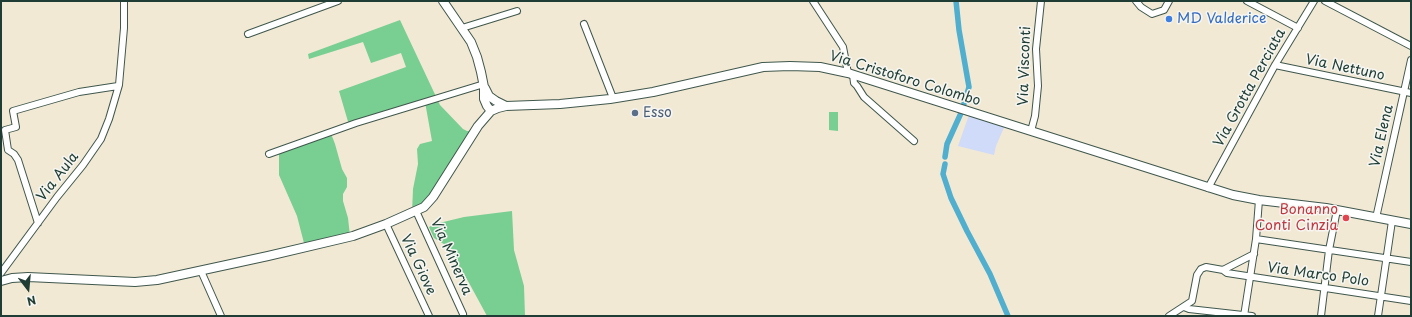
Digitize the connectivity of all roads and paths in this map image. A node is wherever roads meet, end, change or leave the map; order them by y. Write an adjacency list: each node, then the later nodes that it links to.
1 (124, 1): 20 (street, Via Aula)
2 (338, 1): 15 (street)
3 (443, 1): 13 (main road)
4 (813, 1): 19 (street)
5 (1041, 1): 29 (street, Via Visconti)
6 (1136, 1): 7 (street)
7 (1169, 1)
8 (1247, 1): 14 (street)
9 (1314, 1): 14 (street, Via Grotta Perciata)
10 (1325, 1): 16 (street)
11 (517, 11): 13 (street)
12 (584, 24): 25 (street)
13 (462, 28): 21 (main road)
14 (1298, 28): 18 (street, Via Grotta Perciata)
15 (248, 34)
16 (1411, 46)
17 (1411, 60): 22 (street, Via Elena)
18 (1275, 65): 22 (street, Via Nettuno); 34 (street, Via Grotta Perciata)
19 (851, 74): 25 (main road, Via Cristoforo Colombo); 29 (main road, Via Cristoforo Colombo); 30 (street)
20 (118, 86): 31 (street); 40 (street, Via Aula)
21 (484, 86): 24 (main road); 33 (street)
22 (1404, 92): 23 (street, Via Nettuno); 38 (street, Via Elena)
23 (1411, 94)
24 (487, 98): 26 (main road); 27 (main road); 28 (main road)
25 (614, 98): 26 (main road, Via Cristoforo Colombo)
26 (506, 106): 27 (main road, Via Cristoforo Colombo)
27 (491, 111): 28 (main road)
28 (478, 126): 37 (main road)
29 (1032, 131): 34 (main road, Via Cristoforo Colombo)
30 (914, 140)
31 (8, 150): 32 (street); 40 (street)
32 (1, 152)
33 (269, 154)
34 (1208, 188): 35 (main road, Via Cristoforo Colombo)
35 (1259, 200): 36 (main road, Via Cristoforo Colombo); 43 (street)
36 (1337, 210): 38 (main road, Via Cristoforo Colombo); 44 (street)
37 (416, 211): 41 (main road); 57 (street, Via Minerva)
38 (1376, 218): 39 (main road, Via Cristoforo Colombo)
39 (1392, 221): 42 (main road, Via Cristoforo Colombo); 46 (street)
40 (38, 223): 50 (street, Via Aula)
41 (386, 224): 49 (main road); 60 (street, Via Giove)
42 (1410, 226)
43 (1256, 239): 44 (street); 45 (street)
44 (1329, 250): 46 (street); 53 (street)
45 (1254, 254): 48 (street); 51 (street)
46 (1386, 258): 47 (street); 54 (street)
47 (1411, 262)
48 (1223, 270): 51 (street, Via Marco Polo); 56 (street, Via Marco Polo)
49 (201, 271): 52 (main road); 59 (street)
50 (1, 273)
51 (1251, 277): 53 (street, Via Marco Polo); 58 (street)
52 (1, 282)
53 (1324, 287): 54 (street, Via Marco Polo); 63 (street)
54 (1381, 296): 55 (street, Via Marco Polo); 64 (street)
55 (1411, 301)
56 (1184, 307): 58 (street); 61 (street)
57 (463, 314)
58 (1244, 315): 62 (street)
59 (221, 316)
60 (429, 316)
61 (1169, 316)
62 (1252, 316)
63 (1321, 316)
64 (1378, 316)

--

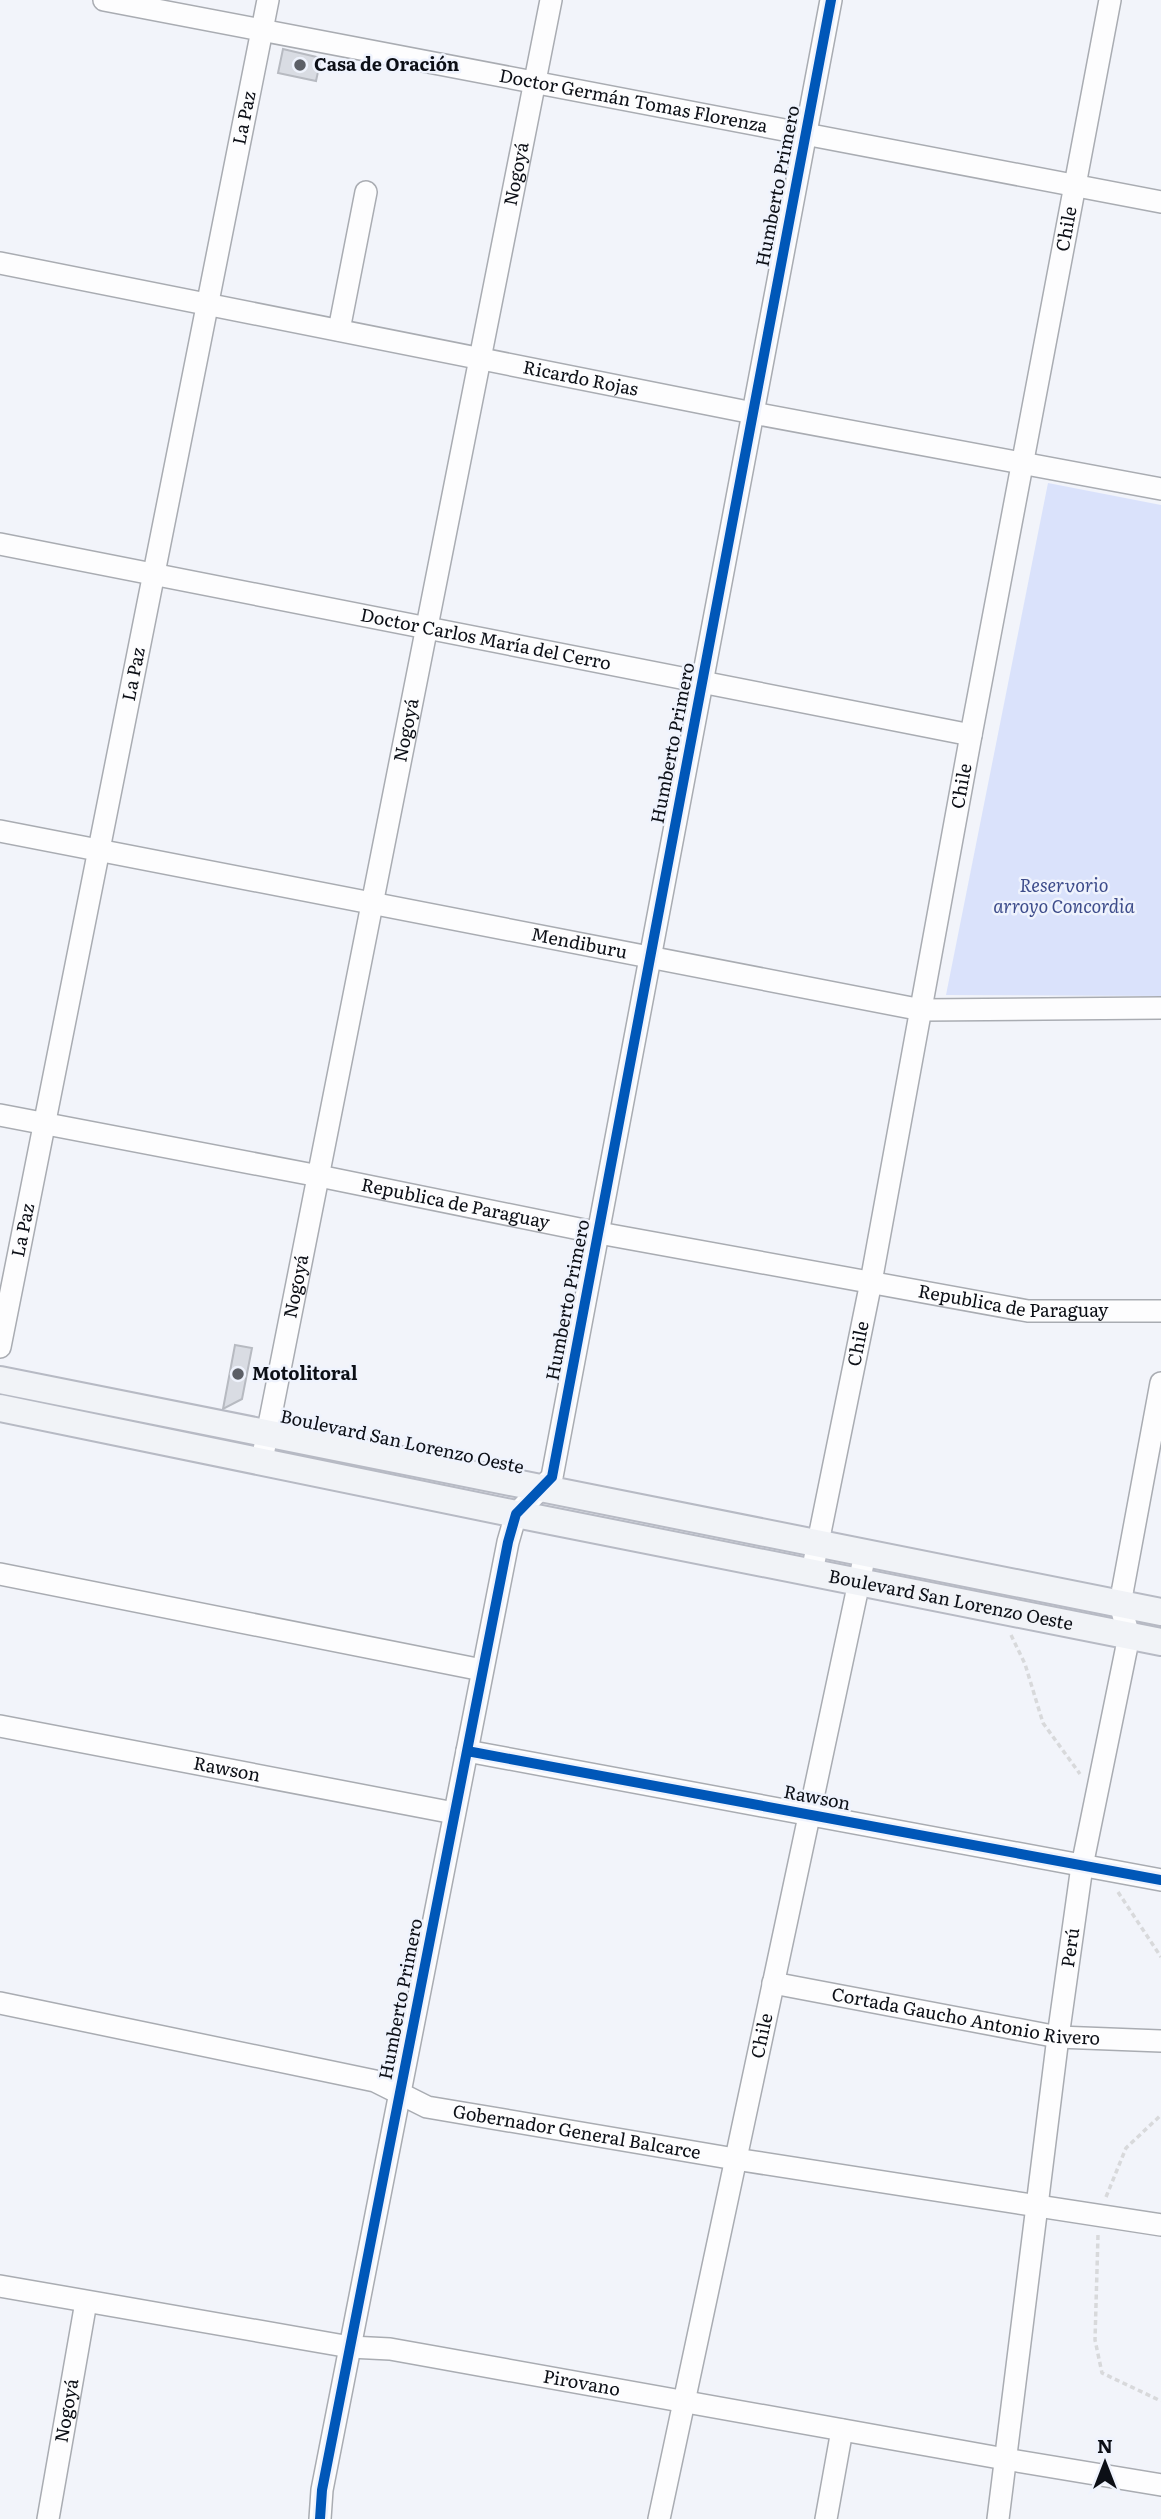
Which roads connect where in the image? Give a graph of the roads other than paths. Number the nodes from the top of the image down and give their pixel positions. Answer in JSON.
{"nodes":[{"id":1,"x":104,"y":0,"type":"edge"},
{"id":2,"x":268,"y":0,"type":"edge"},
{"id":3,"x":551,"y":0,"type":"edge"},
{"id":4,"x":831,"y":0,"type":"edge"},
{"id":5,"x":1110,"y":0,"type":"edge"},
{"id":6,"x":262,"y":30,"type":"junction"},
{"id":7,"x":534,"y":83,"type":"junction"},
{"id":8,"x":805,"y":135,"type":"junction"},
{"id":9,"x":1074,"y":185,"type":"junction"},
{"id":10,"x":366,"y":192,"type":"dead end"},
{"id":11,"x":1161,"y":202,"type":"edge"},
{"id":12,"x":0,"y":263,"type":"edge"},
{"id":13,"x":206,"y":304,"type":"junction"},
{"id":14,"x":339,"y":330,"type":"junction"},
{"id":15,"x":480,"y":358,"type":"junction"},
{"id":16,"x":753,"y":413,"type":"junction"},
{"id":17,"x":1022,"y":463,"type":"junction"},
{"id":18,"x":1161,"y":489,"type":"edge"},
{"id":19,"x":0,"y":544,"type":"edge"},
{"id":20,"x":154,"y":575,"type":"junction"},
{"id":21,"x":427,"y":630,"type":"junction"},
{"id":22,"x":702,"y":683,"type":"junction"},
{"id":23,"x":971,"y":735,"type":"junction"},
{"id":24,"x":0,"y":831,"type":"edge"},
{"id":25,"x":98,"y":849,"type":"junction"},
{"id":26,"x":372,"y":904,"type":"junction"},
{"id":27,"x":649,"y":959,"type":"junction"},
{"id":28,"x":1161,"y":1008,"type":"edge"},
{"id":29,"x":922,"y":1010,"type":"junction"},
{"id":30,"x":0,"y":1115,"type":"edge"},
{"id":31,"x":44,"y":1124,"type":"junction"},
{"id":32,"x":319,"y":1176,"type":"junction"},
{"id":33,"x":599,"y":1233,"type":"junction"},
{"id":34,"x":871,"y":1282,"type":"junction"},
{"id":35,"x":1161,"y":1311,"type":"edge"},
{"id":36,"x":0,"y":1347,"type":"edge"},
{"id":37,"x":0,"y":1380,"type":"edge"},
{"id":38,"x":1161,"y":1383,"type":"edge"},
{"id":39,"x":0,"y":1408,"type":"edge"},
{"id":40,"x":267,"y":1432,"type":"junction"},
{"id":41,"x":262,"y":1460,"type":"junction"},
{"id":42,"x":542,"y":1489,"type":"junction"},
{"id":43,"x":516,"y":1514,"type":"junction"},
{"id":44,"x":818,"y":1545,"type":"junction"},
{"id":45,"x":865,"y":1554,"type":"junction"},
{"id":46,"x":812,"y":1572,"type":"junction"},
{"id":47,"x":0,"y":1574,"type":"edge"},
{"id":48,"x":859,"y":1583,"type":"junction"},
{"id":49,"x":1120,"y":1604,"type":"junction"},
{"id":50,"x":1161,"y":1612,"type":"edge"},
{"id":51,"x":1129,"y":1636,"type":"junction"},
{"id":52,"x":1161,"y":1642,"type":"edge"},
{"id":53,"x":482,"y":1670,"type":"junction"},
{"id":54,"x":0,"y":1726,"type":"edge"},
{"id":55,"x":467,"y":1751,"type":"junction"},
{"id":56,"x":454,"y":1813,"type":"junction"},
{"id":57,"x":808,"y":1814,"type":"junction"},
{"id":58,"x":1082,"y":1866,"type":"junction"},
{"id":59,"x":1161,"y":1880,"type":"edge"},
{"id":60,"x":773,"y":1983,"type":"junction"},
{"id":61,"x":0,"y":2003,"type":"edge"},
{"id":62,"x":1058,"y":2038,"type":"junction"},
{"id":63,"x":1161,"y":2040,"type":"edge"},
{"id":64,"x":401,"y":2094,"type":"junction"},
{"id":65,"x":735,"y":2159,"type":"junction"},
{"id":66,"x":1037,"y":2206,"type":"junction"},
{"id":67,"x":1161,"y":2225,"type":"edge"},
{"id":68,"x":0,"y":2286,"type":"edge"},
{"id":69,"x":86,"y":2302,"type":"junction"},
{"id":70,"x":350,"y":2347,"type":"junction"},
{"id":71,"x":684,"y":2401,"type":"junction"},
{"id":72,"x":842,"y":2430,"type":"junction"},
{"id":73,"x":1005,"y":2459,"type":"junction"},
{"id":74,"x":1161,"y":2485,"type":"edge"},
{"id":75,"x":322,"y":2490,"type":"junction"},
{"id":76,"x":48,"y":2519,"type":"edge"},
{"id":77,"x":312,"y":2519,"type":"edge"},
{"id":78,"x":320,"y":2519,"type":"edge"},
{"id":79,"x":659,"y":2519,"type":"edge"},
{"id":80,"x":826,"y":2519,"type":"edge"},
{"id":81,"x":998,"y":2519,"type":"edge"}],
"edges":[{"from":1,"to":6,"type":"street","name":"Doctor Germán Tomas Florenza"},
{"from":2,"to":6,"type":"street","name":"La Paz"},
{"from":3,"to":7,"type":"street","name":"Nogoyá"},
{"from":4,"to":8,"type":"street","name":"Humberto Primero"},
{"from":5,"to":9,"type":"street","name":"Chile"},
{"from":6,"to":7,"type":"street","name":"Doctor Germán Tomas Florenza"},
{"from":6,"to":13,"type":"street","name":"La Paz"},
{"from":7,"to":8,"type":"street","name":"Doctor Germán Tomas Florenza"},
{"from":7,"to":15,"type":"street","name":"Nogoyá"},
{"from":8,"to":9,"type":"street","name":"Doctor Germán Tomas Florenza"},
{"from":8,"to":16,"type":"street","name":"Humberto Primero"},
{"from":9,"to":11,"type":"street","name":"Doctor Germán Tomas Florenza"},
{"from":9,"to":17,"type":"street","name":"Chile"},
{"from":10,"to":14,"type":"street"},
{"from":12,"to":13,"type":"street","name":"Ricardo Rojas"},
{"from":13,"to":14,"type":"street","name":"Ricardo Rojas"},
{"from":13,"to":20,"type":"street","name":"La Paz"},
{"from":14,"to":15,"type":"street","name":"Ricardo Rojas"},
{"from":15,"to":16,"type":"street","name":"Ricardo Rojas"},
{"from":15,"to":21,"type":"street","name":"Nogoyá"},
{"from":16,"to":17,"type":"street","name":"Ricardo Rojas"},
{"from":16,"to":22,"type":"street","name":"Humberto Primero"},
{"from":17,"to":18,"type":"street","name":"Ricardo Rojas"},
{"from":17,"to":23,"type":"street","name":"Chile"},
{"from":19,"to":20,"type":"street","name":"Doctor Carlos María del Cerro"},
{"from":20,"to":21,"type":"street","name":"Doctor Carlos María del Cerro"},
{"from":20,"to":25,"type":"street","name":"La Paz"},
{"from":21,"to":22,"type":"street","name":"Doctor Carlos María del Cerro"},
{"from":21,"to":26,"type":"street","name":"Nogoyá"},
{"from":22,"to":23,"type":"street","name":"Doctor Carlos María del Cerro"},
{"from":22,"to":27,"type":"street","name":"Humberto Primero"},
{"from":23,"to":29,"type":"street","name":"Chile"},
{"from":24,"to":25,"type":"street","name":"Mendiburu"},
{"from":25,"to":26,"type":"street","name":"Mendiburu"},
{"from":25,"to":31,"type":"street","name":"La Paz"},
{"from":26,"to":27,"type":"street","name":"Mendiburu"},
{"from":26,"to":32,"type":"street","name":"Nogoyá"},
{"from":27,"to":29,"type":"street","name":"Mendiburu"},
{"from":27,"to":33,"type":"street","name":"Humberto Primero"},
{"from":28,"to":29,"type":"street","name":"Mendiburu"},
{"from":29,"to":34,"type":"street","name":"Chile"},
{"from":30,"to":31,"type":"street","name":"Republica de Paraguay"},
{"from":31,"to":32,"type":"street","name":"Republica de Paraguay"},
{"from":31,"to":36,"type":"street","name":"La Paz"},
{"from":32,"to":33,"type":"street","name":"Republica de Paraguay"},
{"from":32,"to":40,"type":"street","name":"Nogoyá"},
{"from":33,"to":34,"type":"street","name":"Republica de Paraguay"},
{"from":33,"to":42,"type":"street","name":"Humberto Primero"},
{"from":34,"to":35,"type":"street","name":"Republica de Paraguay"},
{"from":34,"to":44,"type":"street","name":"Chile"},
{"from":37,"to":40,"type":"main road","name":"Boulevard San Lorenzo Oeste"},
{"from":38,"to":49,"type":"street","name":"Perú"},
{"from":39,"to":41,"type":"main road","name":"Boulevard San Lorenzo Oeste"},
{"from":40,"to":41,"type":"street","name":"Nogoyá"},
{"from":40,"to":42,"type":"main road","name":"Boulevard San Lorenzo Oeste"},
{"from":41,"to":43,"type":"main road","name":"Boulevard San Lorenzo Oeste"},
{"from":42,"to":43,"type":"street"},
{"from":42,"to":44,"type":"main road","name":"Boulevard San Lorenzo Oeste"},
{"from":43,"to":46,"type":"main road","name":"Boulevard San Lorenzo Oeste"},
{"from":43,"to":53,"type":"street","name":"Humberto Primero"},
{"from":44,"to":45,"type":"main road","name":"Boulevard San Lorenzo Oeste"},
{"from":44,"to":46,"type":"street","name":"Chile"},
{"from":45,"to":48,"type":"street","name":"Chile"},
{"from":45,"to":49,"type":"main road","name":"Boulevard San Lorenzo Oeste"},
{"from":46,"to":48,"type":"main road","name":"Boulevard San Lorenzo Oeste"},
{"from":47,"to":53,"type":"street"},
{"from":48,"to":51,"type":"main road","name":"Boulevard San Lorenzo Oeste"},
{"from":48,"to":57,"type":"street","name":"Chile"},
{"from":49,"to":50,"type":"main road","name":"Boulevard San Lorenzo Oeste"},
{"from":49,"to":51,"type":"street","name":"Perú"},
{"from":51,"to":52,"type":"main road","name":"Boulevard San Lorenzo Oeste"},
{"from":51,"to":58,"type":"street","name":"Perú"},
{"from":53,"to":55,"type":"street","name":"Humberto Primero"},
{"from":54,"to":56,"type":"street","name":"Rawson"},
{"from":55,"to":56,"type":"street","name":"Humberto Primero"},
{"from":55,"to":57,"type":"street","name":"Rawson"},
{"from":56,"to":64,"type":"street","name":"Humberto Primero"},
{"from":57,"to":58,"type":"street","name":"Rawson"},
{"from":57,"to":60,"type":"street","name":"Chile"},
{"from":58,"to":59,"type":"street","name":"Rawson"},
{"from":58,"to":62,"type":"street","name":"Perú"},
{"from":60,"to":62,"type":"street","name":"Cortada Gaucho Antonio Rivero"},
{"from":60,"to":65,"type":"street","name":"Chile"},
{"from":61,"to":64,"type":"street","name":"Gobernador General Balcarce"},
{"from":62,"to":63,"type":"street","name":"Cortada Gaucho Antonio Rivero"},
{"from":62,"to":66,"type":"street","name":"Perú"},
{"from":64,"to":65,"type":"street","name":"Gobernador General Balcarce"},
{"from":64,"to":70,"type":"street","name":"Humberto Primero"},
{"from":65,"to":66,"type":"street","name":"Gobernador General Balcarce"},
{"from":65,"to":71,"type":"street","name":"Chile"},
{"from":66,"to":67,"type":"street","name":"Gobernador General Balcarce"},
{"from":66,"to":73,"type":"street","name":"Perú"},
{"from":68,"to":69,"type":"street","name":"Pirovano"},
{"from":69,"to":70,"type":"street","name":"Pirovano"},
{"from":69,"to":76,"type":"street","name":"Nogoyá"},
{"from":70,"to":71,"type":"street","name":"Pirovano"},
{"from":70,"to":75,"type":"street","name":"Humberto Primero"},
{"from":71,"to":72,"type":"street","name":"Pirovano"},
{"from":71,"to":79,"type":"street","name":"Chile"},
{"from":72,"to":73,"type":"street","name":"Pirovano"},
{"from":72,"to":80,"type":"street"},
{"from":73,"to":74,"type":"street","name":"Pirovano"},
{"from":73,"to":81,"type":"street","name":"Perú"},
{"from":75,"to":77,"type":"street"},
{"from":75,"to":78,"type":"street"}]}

**Your assignment**
Find the string "General" in the listing and return every line that holds it.

**Solution**
{"from":61,"to":64,"type":"street","name":"Gobernador General Balcarce"},
{"from":64,"to":65,"type":"street","name":"Gobernador General Balcarce"},
{"from":65,"to":66,"type":"street","name":"Gobernador General Balcarce"},
{"from":66,"to":67,"type":"street","name":"Gobernador General Balcarce"},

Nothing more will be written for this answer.